On February 15th the US Federal Aviation Authority (FAA) published its recommendations concerning the flying of civilian drones for professional use. At present there is no law governing this activity in the US, whereas France, has had regulations in place since 2012; so what are the main similarities and differences between the two countries ?
Like France, the United States, prohibits drones from flying higher than 150 metres (500 feet) above ground, close to people, sensitive sites or airports, although for the time being, the FAA's proposal excludes out-of-site flights, which means that UAV pilots must be in constant visual contact with their machines.
Stéphane Morelli - President of the Professional Federation of Civil UAV ‘s
‘‘French regulations not only cover this situation, but also allow for the possibility of flying UAV’s in non-visual situations where the drone flies several kilometres from its pilot, which is much more forward-thinking, and gives many more interesting market opportunities for applications such as agriculture and surveillance in its broadest sense.’’

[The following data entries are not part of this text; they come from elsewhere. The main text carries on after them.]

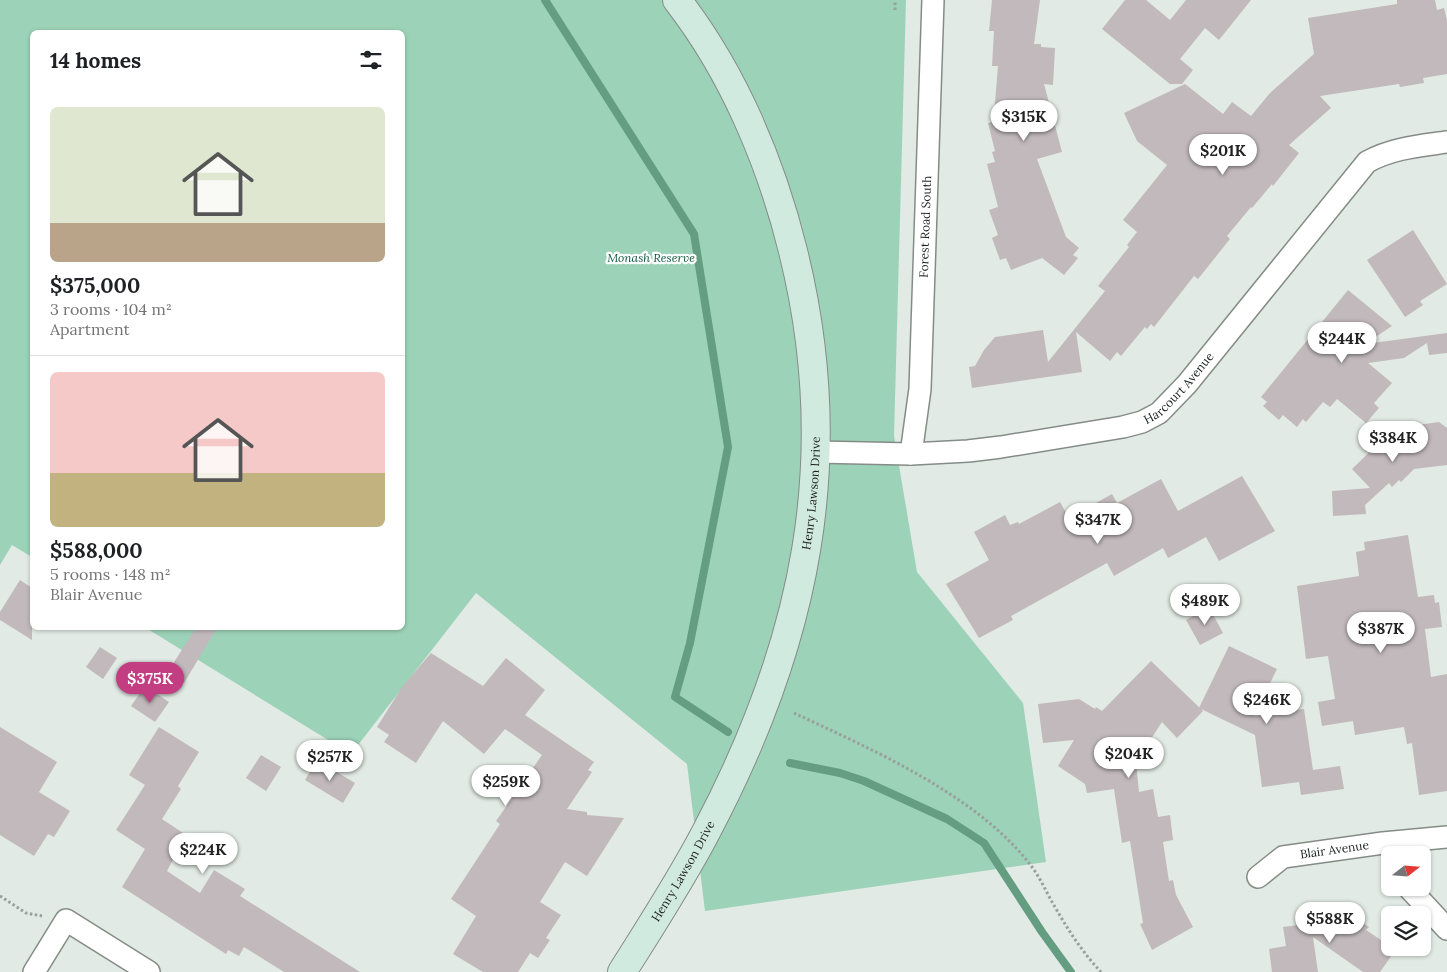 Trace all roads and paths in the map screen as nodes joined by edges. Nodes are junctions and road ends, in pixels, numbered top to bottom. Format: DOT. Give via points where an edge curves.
graph roads {
  1 [pos="677,0"];
  2 [pos="896,0"];
  3 [pos="933,0"];
  4 [pos="895,10"];
  5 [pos="1447,142"];
  6 [pos="816,452"];
  7 [pos="911,454"];
  8 [pos="794,713"];
  9 [pos="1447,837"];
  10 [pos="1402,846"];
  11 [pos="1381,849"];
  12 [pos="1258,877"];
  13 [pos="0,896"];
  14 [pos="1416,896"];
  15 [pos="66,920"];
  16 [pos="1447,929"];
  17 [pos="34,972"];
  18 [pos="149,972"];
  19 [pos="622,972"];
  20 [pos="1101,972"];
  1 -- 6 [label="main road, Henry Lawson Drive" via="702,34 736,96 766,163 788,230 813,356"];
  2 -- 4 [label="path"];
  3 -- 7 [label="street, Forest Road South" via="920,389"];
  5 -- 7 [label="street, Harcourt Avenue" via="1398,149 1367,162 1187,384 1159,413 1142,422 1082,435 1001,447"];
  6 -- 7 [label="street, Harcourt Avenue"];
  6 -- 19 [label="main road, Henry Lawson Drive" via="812,511 800,587 783,653 764,707 706,833"];
  8 -- 20 [label="path" via="872,749 948,794 1006,837 1032,868 1062,920"];
  9 -- 10 [label="street, Blair Avenue"];
  11 -- 12 [label="street, Blair Avenue" via="1283,857"];
  13 -- 15 [label="path" via="26,913"];
  14 -- 16 [label="street"];
  15 -- 17 [label="street"];
  15 -- 18 [label="street"];
}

The FAA requires a drone operator to be a minimum of 17 years of age, and pass an exam every two years in order to obtain a permit. In France, the minimum age restriction is 15 years old, and although, today, there is no drone pilot's license as such, any civil UAV pilot must be in possession of a microlight or private pilot’s basic theory certification.

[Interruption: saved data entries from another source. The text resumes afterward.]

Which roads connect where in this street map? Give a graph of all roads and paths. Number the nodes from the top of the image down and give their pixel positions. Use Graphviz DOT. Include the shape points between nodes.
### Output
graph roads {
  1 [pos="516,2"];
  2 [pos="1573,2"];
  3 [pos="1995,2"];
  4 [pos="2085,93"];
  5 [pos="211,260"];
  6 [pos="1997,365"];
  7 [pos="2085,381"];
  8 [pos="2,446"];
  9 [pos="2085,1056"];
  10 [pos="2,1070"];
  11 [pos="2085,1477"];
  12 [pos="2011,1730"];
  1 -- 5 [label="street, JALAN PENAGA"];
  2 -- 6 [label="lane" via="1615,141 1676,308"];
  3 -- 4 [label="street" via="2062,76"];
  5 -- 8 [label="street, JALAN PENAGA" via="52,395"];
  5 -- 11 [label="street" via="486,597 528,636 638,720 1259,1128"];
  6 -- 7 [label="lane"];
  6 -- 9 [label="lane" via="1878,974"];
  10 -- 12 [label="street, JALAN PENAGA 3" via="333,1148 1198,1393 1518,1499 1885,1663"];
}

The White House wishes to ensure the protection of citizens’ privacy against visual or sound recordings by drones. In France, it is similar: taking images with a drone requires the same authorisation as that for film production.
US drone professionals have welcomed the federal agency proposals. It is estimated that 7,500 new civilian drones could be operating professionally in the American skies within the next five years, opening a potential market of over $ 80 billion and the creation of 100,000 jobs over the next decade.
The American proposals will be discussed over the next two months before being put to the vote scheduled for April.